The call by the chairman of the Convention People’s Party (CPP), Prof Edmund Delle, for all defectors to rejoin the Nkrumahist party ahead of the November 7 polls is a “dreamy” and “unserious” one, former chairman of the CPP, Mr Ladi Nylander, who is now a member of the Progressive People’s Party (PPP), has said.

“I think those are words that are sweet…,” Mr. Nyalander told Prince Minkah on the Executive Breakfast Show on Class91.3FM on Friday, June 17, adding: “I think that the call is a dreamy call, I think so, at the risk of sticking my neck out, let me say so. I don’t think that it’s a serious call. I think it’s just a political call, which I don’t think strikes any political chord with anybody in the PPP. Certainly nobody in the PPP is going to heed that call”.

“The most important elements of the NDC [governing party],” he said, “are all CPP-based”. [Late] Prof Mills, the current president, the Ahwois, these are all from the CPP. Is Prof Delle telling us that everybody must go to CPP? Surely, here is what I will say is a political call, but whether it’s a practical call I’ll say is another [thing]. He is certainly not asking the personalities I’ve mentioned and people like Prof Akilagpa Sawyerr and all those, to leave the NDC and go and join CPP,” Mr. Nylander said.

CPP’s 2008 flagbearer Dr. Papa Kwesi Nduom left the party to form the PPP ahead of the 2012 elections following disagreements with then chair Samia Nkrumah, daughter of the party’s founder Kwame Nkrumah.

Despite being a young party, the PPP performed better in the last elections than the CPP.

Asked if he misses the CPP, Mr. Nylander said: “Not in the least. No, I don’t.”

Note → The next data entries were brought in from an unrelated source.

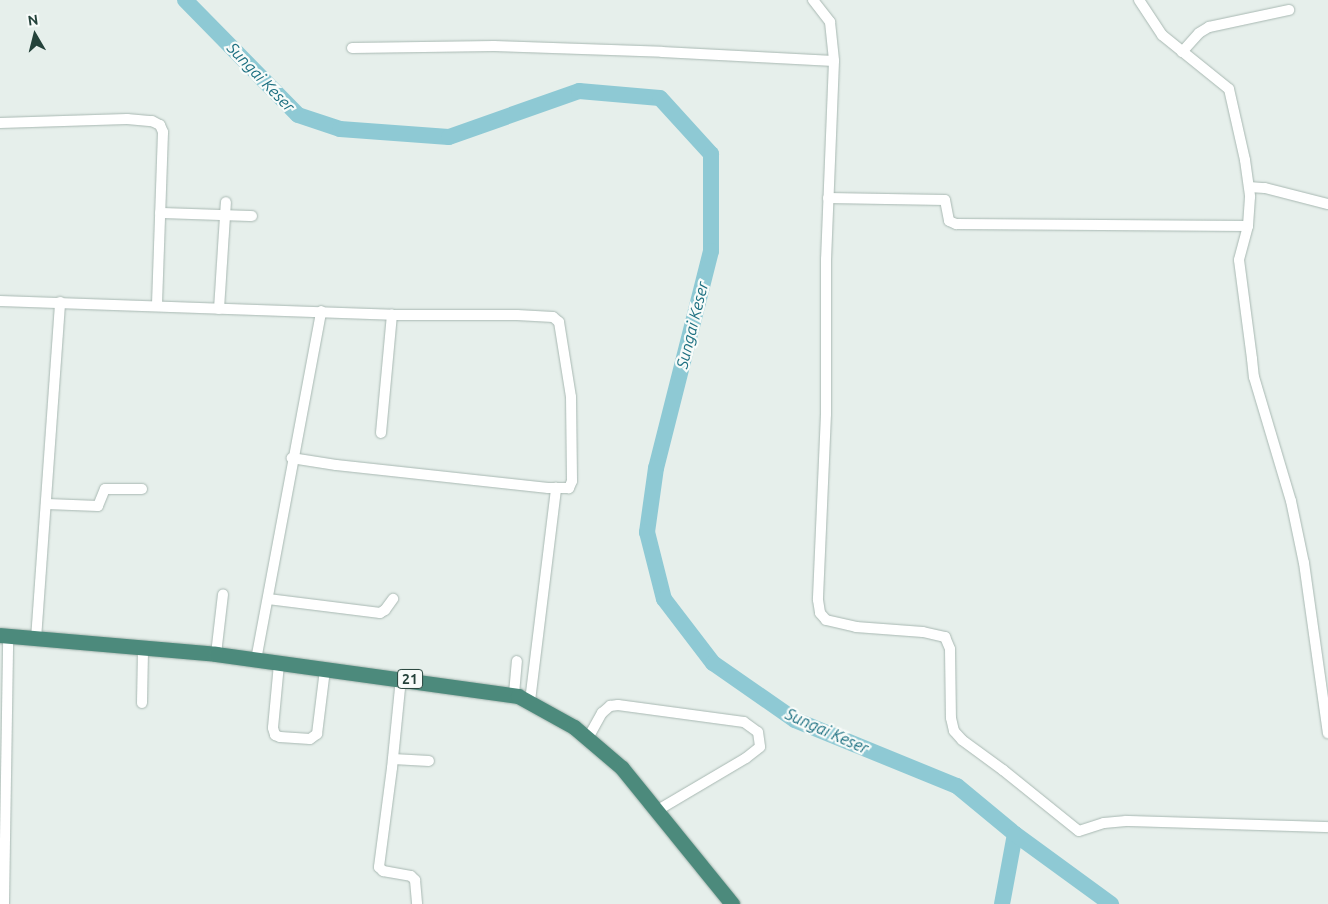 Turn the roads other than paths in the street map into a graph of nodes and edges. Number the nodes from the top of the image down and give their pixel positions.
1 (813, 0) edge
2 (1138, 0) edge
3 (1289, 10) dead end
4 (352, 48) dead end
5 (1182, 52) junction
6 (834, 61) junction
7 (0, 123) edge
8 (1249, 188) junction
9 (828, 198) junction
10 (226, 202) dead end
11 (1328, 204) edge
12 (160, 213) junction
13 (225, 215) junction
14 (252, 216) dead end
15 (1245, 226) junction
16 (0, 301) edge
17 (60, 302) junction
18 (156, 306) junction
19 (219, 309) junction
20 (321, 311) junction
21 (392, 315) junction
22 (381, 433) dead end
23 (292, 458) junction
24 (556, 488) junction
25 (142, 489) dead end
26 (47, 504) junction
27 (223, 594) dead end
28 (268, 599) junction
29 (393, 599) dead end
30 (4, 635) edge
31 (36, 639) junction
32 (143, 649) junction
33 (216, 654) junction
34 (256, 660) junction
35 (517, 661) dead end
36 (279, 664) junction
37 (325, 670) junction
38 (401, 678) junction
39 (514, 694) junction
40 (530, 701) junction
41 (142, 703) dead end
42 (1328, 733) edge
43 (588, 738) junction
44 (393, 759) junction
45 (429, 761) dead end
46 (658, 810) junction
47 (1328, 827) edge
48 (2, 869) edge
49 (4, 904) edge
50 (417, 904) edge
51 (732, 904) edge

1 - 6 street
2 - 5 street
3 - 5 street
4 - 6 street
5 - 8 street
6 - 9 street
7 - 12 street
8 - 11 street
8 - 15 street
9 - 15 street
9 - 47 street
10 - 13 street
12 - 13 street
12 - 18 street
13 - 14 street
13 - 19 street
15 - 42 street
16 - 17 street
17 - 18 street
17 - 26 street
18 - 19 street
19 - 20 street
20 - 21 street
20 - 23 street
21 - 22 street
21 - 24 street
23 - 24 street
23 - 28 street
24 - 40 street
25 - 26 street
26 - 31 street
27 - 33 street
28 - 29 street
28 - 34 street
30 - 31 highway, 21
30 - 48 street
31 - 32 highway, 21
32 - 33 highway, 21
32 - 41 street
33 - 34 highway, 21
34 - 36 highway, 21
35 - 39 street
36 - 37 highway, 21
36 - 37 street
37 - 38 highway, 21
38 - 39 highway, 21
38 - 44 street
39 - 40 highway, 21
40 - 43 highway, 21
43 - 46 highway, 21
43 - 46 street
44 - 45 street
44 - 50 street
46 - 51 highway, 21
48 - 49 street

Responding to a question about why he left the party, Mr. Nylander said: “I think politics is through association, through people you feel you have like minds with. Every party evolves and we felt that the CPP was evolving into something that we could not be part of. I think that we in the PPP are pragmatists. …In my personal estimation, the CPP was getting a bit too ideological. There are things that need to be done: corruption needs to be tackled, jobs must be created…so, I felt that that ideology can actually get in the way. … We [those who left CPP for PPP] felt that we didn’t want to be constrained by ideology because (yes ideology is part of your belief) but at the same time there are situations that are practically on the ground that you need to deal with. Corruption to us is the single most dangerous element in Ghana’s politics; that one, you don’t need ideology [to fight], it’s there. …To us, corruption is corruption and you got to deal with it and you got to be pragmatic and we wanted to deal with it pragmatically, we wanted to deal with the job creation pragmatically, we wanted to deal with self-governance pragmatically, so, yes, ideology is fine, but when you want to do something and you are looking ahead, sometimes ideology can be superfluous.”